Gears of War (PC) thank god Best Buy let me get a refund because that game never worked even with all the patches.

Right now I'm regretting Mass Effect mostly because I don't have the time to spend on it without playing the entire thing on "casual".

Along with that there is Assassin's Creed which I have to restart because the save file got deleted with all my progress.

And finally, Dead Space started just getting ridiculously tedious halfway through the game.

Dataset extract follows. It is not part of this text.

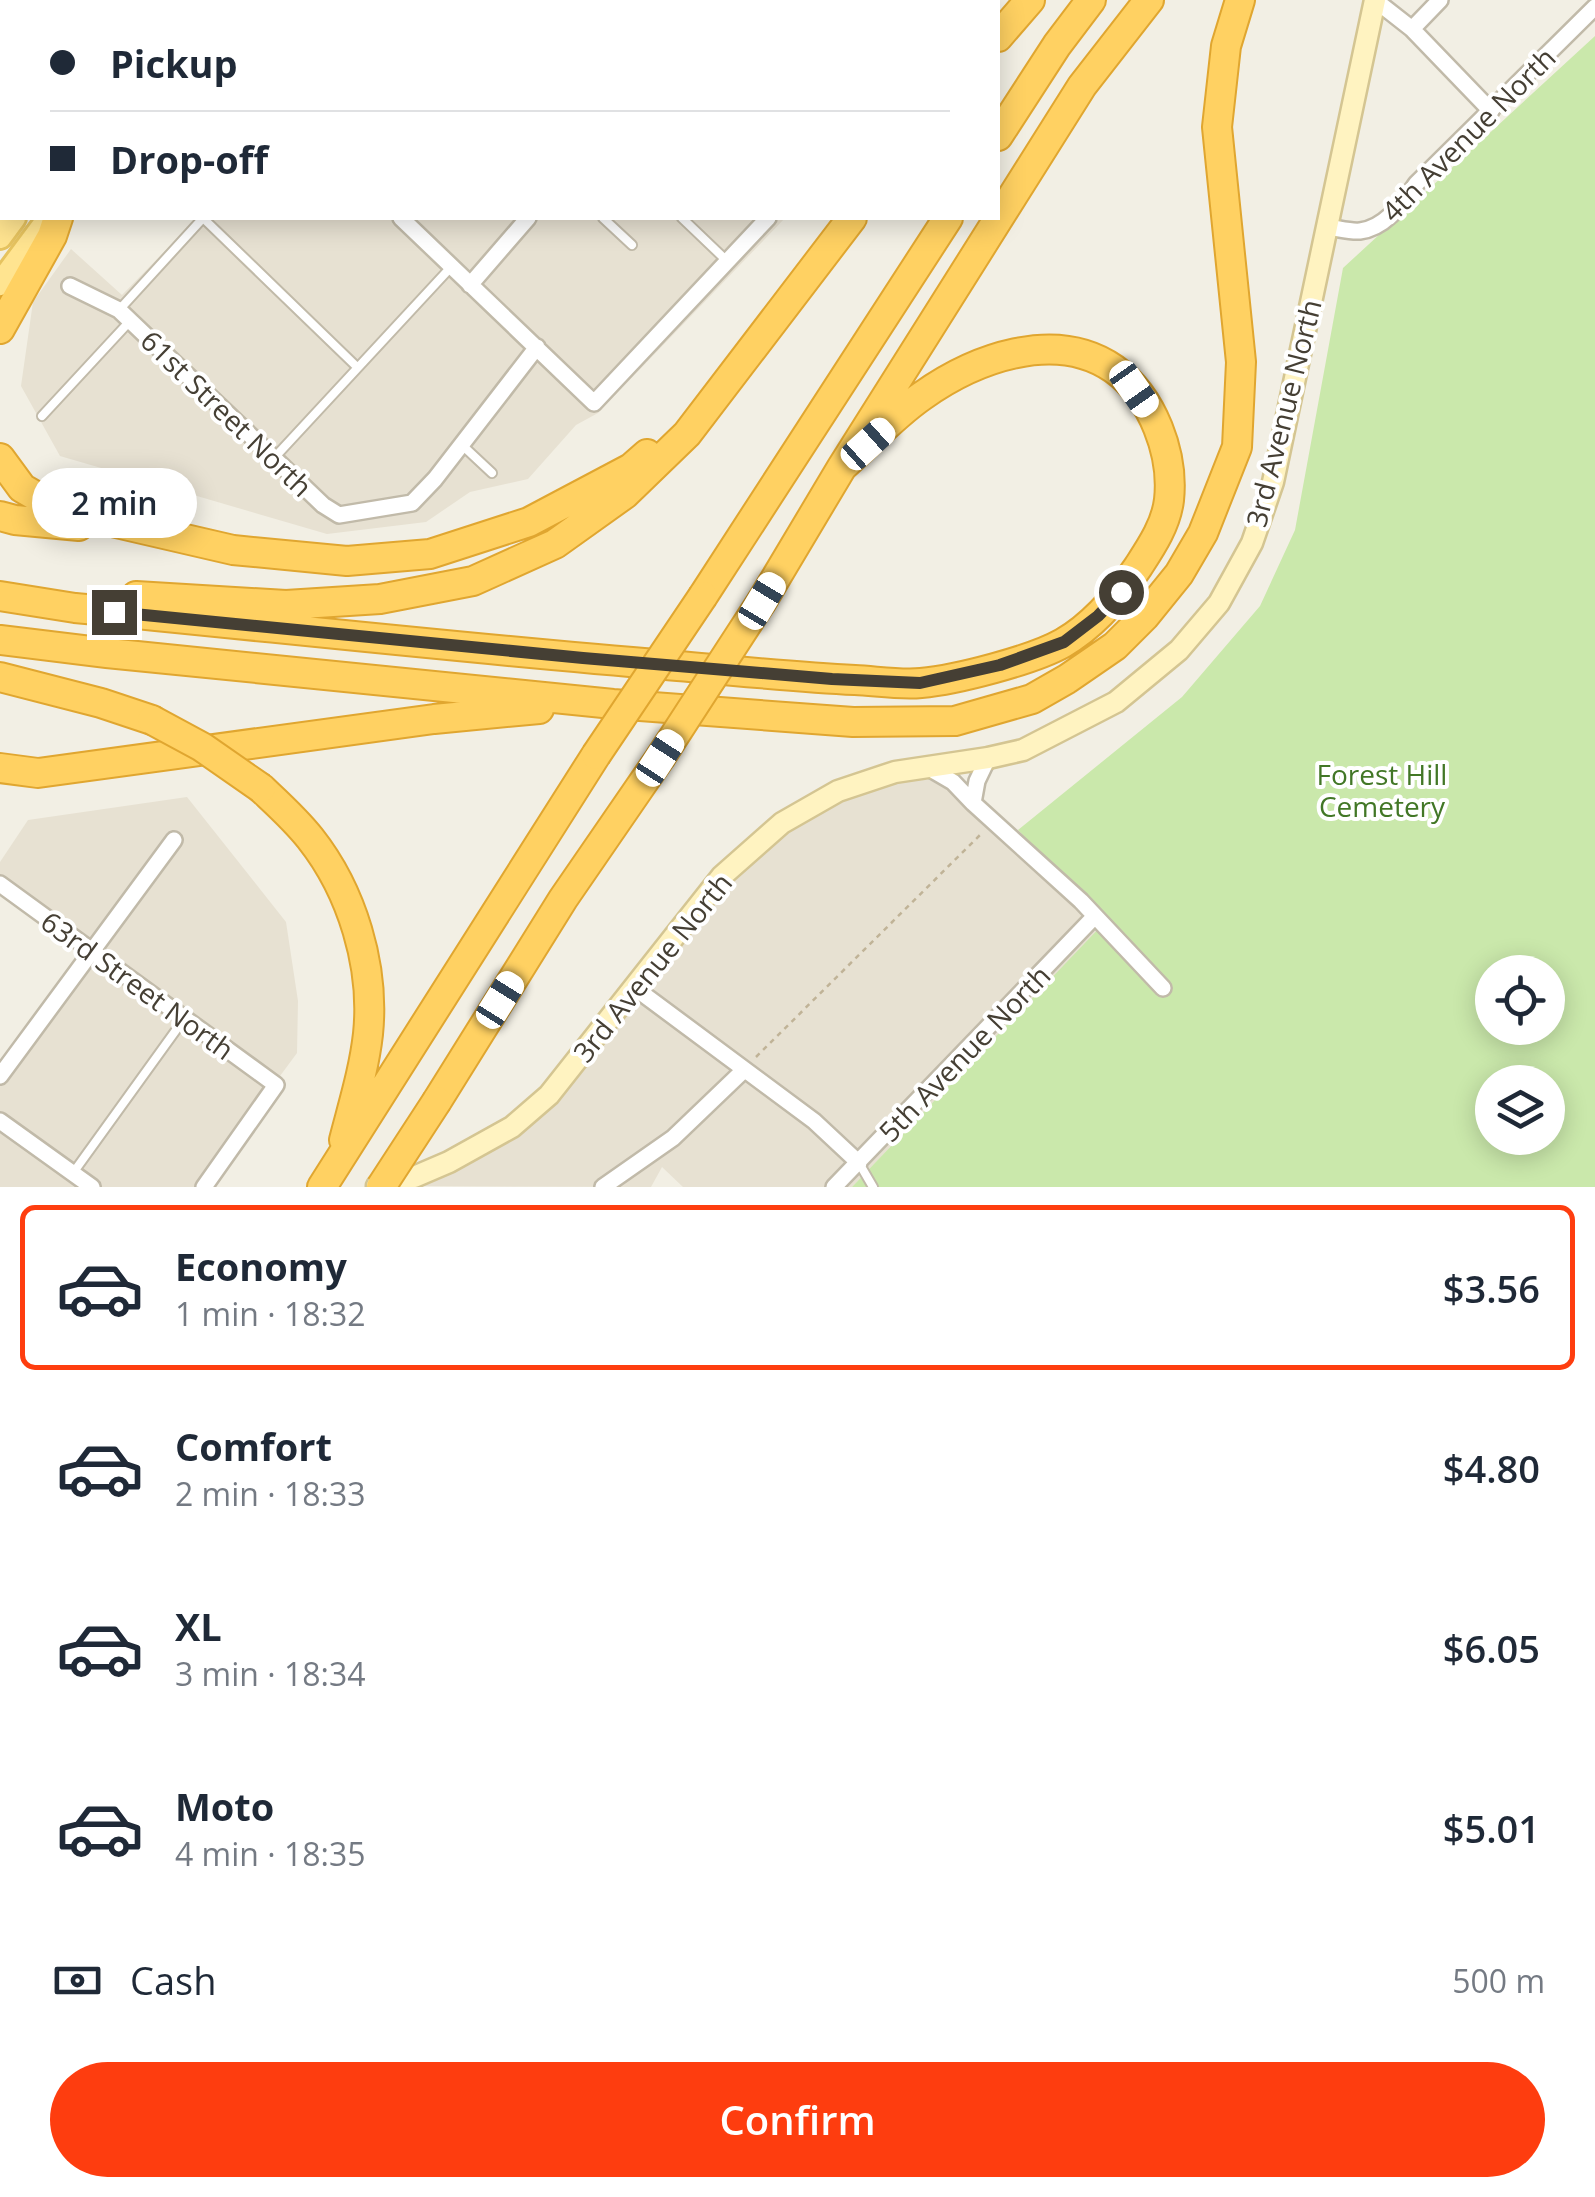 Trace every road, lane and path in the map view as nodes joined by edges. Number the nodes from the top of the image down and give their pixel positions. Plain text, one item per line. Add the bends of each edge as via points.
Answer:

But Gears of War was probably the winner for the regret. Thankfully I traded it in for Crysis.


----------



## Wulfgar

Quote:


> Originally Posted by *Kreeker;14385113*
> troll










Why would I be trolling ?

Check the negative reviews on metacritic, plenty of people felt like they were being cheated. Worst thing about it is you can't even sell it unless you give up your account.


----------



## Mygaffer

Quote:


> Originally Posted by *JoeyTB;14386639*
> Fallout New Vegas... Purchased it full price but imo F3 was much better.


I agree that Fallout 3 had more charm but New Vegas was still a great game and worth the full retail, in my opinion.


----------



## Ashpd=win!!

Guitar Hero 2 for PS2, it was fun but after finishing it it got boring..worst $80 spent.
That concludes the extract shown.